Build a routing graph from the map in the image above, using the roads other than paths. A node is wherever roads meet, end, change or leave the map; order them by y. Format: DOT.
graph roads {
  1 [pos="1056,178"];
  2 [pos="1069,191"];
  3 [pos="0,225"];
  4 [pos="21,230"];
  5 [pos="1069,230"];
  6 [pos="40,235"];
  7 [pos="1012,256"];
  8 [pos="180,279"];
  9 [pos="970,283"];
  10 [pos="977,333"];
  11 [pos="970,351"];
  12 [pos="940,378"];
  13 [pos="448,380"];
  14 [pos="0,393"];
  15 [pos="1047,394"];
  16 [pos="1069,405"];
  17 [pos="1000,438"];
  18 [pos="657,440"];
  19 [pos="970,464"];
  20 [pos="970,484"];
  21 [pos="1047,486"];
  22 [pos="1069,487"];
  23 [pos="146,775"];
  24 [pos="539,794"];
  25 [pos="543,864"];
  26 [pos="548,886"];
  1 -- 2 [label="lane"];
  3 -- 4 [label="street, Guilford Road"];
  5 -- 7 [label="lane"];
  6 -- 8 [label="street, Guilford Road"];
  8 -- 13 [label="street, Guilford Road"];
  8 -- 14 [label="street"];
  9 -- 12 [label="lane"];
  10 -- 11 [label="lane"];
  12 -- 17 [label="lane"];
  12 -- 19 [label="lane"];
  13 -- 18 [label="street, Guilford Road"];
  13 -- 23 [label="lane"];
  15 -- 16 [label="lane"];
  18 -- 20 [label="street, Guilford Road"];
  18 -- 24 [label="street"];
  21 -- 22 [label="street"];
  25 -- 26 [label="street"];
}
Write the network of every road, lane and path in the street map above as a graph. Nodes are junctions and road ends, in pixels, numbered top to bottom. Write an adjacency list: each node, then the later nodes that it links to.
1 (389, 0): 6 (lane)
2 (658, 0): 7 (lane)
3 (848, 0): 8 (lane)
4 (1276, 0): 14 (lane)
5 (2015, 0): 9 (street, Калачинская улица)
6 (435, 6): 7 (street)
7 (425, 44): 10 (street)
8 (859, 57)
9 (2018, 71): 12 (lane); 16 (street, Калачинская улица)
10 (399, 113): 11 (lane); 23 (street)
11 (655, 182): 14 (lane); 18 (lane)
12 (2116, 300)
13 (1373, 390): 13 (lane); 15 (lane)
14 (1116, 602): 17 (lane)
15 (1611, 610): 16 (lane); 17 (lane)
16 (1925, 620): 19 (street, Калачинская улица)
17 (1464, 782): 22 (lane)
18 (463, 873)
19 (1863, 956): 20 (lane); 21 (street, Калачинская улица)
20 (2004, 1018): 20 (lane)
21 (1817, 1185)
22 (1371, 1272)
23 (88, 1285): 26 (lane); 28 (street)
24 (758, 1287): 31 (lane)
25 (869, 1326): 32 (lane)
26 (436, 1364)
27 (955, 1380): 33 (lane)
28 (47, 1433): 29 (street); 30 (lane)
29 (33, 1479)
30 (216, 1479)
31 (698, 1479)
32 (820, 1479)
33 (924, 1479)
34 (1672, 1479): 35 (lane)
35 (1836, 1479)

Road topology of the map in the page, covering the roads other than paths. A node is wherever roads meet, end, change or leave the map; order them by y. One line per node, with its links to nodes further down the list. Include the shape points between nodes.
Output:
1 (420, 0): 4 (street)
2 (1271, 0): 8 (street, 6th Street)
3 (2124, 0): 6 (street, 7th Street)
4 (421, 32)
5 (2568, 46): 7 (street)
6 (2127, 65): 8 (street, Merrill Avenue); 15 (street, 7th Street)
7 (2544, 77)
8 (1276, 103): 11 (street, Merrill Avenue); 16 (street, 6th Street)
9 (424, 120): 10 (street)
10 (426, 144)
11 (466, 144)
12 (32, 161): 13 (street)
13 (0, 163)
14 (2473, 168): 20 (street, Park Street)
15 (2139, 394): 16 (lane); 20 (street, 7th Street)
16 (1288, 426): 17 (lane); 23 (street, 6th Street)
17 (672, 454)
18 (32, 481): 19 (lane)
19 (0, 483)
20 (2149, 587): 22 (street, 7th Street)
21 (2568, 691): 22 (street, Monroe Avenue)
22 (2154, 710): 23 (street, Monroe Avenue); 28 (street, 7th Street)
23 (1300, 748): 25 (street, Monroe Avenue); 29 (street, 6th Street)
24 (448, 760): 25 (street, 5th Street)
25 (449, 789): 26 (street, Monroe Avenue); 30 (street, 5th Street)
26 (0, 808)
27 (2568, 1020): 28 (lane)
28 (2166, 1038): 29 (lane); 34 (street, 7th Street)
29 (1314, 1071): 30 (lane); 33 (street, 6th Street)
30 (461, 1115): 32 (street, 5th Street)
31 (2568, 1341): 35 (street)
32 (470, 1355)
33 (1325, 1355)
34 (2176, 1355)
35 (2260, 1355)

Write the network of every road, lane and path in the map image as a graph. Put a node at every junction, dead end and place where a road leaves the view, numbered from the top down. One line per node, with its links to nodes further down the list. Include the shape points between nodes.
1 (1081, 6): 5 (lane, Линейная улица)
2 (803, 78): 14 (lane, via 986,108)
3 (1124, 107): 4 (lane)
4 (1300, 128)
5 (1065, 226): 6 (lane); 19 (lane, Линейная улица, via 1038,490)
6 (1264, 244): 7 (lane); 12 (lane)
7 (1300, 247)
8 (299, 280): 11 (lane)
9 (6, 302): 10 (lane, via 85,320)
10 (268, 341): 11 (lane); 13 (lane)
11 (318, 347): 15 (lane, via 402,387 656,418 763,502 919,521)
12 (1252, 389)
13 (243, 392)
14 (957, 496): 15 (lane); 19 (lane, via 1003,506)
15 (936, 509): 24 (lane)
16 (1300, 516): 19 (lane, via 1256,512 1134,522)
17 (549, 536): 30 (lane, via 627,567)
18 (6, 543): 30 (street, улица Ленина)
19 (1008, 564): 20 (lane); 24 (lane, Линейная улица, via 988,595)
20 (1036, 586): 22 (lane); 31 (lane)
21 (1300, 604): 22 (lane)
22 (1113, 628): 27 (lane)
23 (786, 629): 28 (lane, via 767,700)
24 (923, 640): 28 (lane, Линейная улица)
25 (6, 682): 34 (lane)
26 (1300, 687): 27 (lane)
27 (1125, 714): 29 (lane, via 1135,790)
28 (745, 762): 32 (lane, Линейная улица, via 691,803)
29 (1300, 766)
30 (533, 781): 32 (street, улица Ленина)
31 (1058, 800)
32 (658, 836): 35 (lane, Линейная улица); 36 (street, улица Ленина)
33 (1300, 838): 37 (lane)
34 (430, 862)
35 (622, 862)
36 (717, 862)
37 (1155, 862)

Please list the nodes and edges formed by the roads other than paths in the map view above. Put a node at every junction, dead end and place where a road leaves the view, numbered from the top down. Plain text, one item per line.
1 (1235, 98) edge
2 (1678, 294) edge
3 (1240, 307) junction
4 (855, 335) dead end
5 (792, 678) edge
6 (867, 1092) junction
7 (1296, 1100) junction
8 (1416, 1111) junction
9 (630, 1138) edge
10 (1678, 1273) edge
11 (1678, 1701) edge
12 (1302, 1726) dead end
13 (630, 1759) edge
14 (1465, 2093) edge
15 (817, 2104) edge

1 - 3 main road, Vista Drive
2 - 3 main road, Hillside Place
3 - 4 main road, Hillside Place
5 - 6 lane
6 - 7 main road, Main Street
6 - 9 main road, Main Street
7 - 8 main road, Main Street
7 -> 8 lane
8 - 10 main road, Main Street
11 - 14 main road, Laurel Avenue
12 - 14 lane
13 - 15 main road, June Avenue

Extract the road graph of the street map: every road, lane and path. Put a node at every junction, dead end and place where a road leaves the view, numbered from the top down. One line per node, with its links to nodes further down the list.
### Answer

○ ○ ○ ○ ○

#### TASK DETAILS:
The lines to quote run from the one containing "Please list the" through the final line of the material above; please give them exactly, both ends included, and nothing else.

#### REPLY:
Please list the nodes and edges formed by the roads other than paths in the map view above. Put a node at every junction, dead end and place where a road leaves the view, numbered from the top down. Plain text, one item per line.
1 (1235, 98) edge
2 (1678, 294) edge
3 (1240, 307) junction
4 (855, 335) dead end
5 (792, 678) edge
6 (867, 1092) junction
7 (1296, 1100) junction
8 (1416, 1111) junction
9 (630, 1138) edge
10 (1678, 1273) edge
11 (1678, 1701) edge
12 (1302, 1726) dead end
13 (630, 1759) edge
14 (1465, 2093) edge
15 (817, 2104) edge

1 - 3 main road, Vista Drive
2 - 3 main road, Hillside Place
3 - 4 main road, Hillside Place
5 - 6 lane
6 - 7 main road, Main Street
6 - 9 main road, Main Street
7 - 8 main road, Main Street
7 -> 8 lane
8 - 10 main road, Main Street
11 - 14 main road, Laurel Avenue
12 - 14 lane
13 - 15 main road, June Avenue

Extract the road graph of the street map: every road, lane and path. Put a node at every junction, dead end and place where a road leaves the view, numbered from the top down. One line per node, with its links to nodes further down the list.
### Answer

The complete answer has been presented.